Fundamental Forecast for Euro: Neutral

- As EURUSD has steadied under $1.1000 after weeks of Greek-driven headlines…

- …the EUR-complex in general is starting to trade more to the tune of an ECB’s QE-driven market (but not fully yet).

- Have a bullish (or bearish) bias on the Euro, but don’t know which pair to use? Use a Euro currency basket.

If last week was an indication of things to come, then FX markets may be on the verge of reverting to a familiar trading environment: one driven by quantitative easing (QE) portfolio rebalancing channel effects. As the dust has settled around Greece, now that with each passing day the country inches closer to unlocking a €86 billion EFSF-sponsored aid program, the Euro has started to shake off the burden of being driven by Greek-related headlines.
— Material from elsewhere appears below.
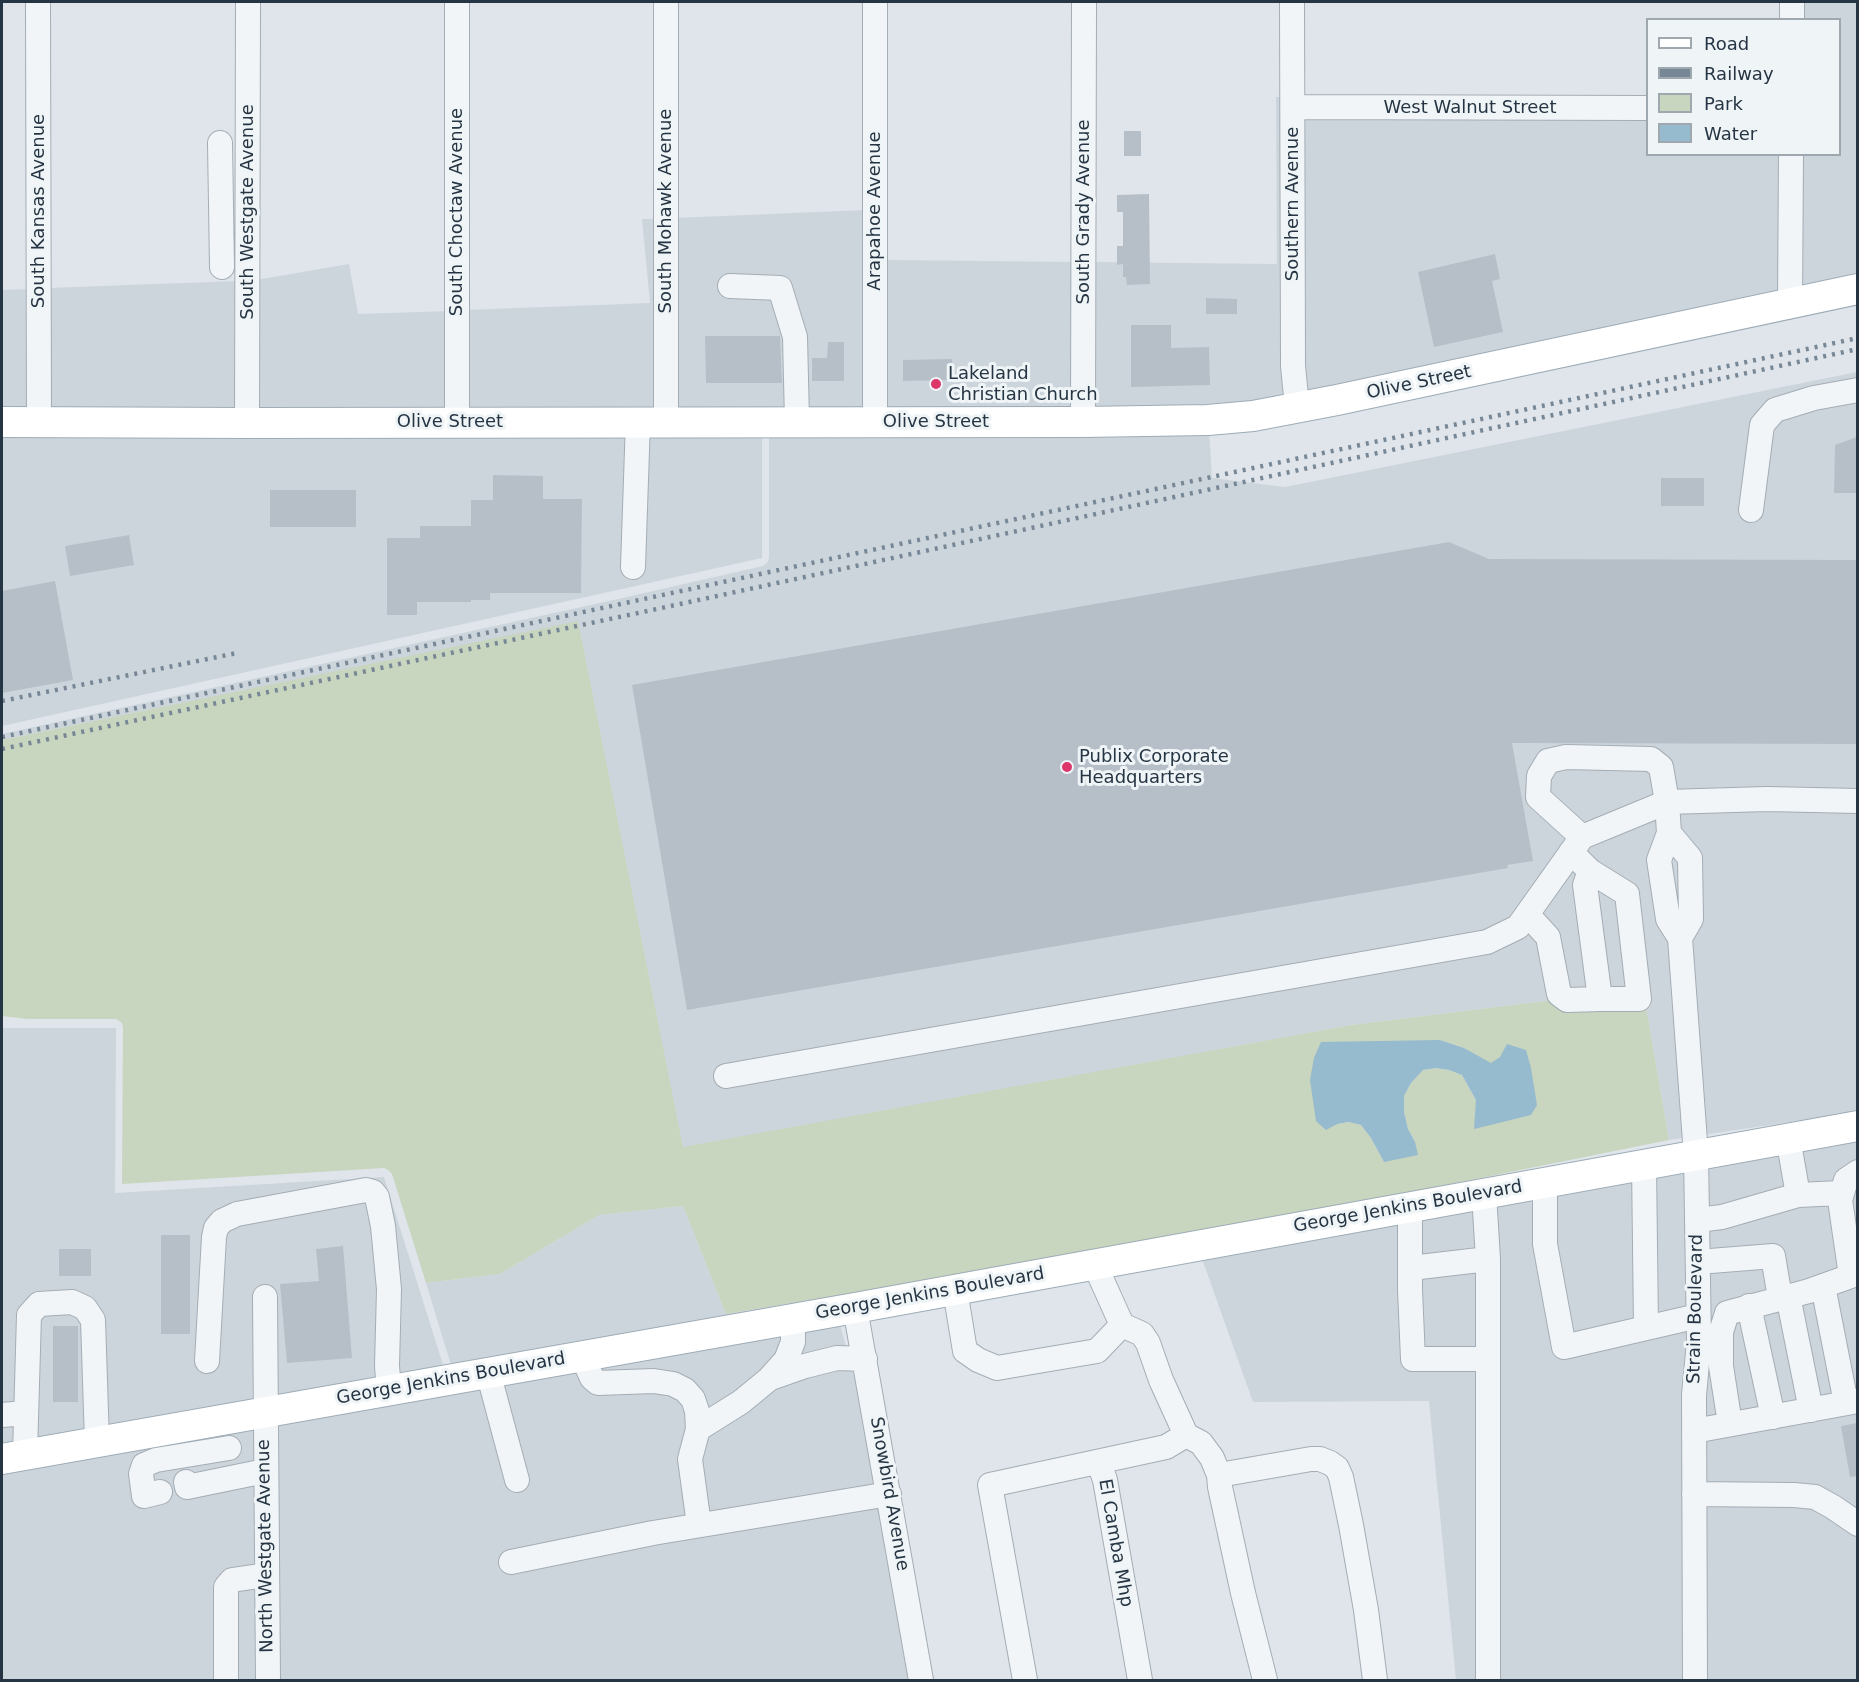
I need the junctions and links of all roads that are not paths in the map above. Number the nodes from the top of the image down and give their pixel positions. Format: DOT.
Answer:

The EUR-crosses were, and still are likely to be, driven by the broad notion that the Euro itself is a funding currency. Yet there may be a ripple or two to overcome before that environment is achieved again, and it’s the fallout from the market being tightly wound up around Greece for the past two months.

But for the fact that the US Dollar saw a huge leg up on the week after jobs data laid clear the possibility of a very strong July US Nonfarm Payrolls report, and therefore a higher probability of a rate hike in 2015 by the Federal Reserve, the EUR-crosses (saved EURUSD) moved in tandem higher. In the course of events as the EUR-crosses climbed, two other things happened this week: yields in Europe fell; and equity markets around the world fell.

What this price action across asset classes is indicative of is a repricing of the risk spectrum in a non-Grexit world. After both core and peripheral yields rose for weeks around Greek-related headlines, the removal of the Greek catalyst and higher probability contagion outcome reignited the demand for EUR-denominated debt.

The chain reaction lays clear now: now that core and peripheral European sovereign debt were overpricing the possibility of a negative event around Greece (hence the lower prices and higher yields), it made sense for traders/investors/fund managers to rebalance exposure in their portfolios; equities around the globe were sold in order to raise capital (explains weaker equity markets); said capital was converted into Euros (explains the rally in EUR-crosses); and said converted capital was invested in seemingly undervalued bond markets (explains the plummet in European yields).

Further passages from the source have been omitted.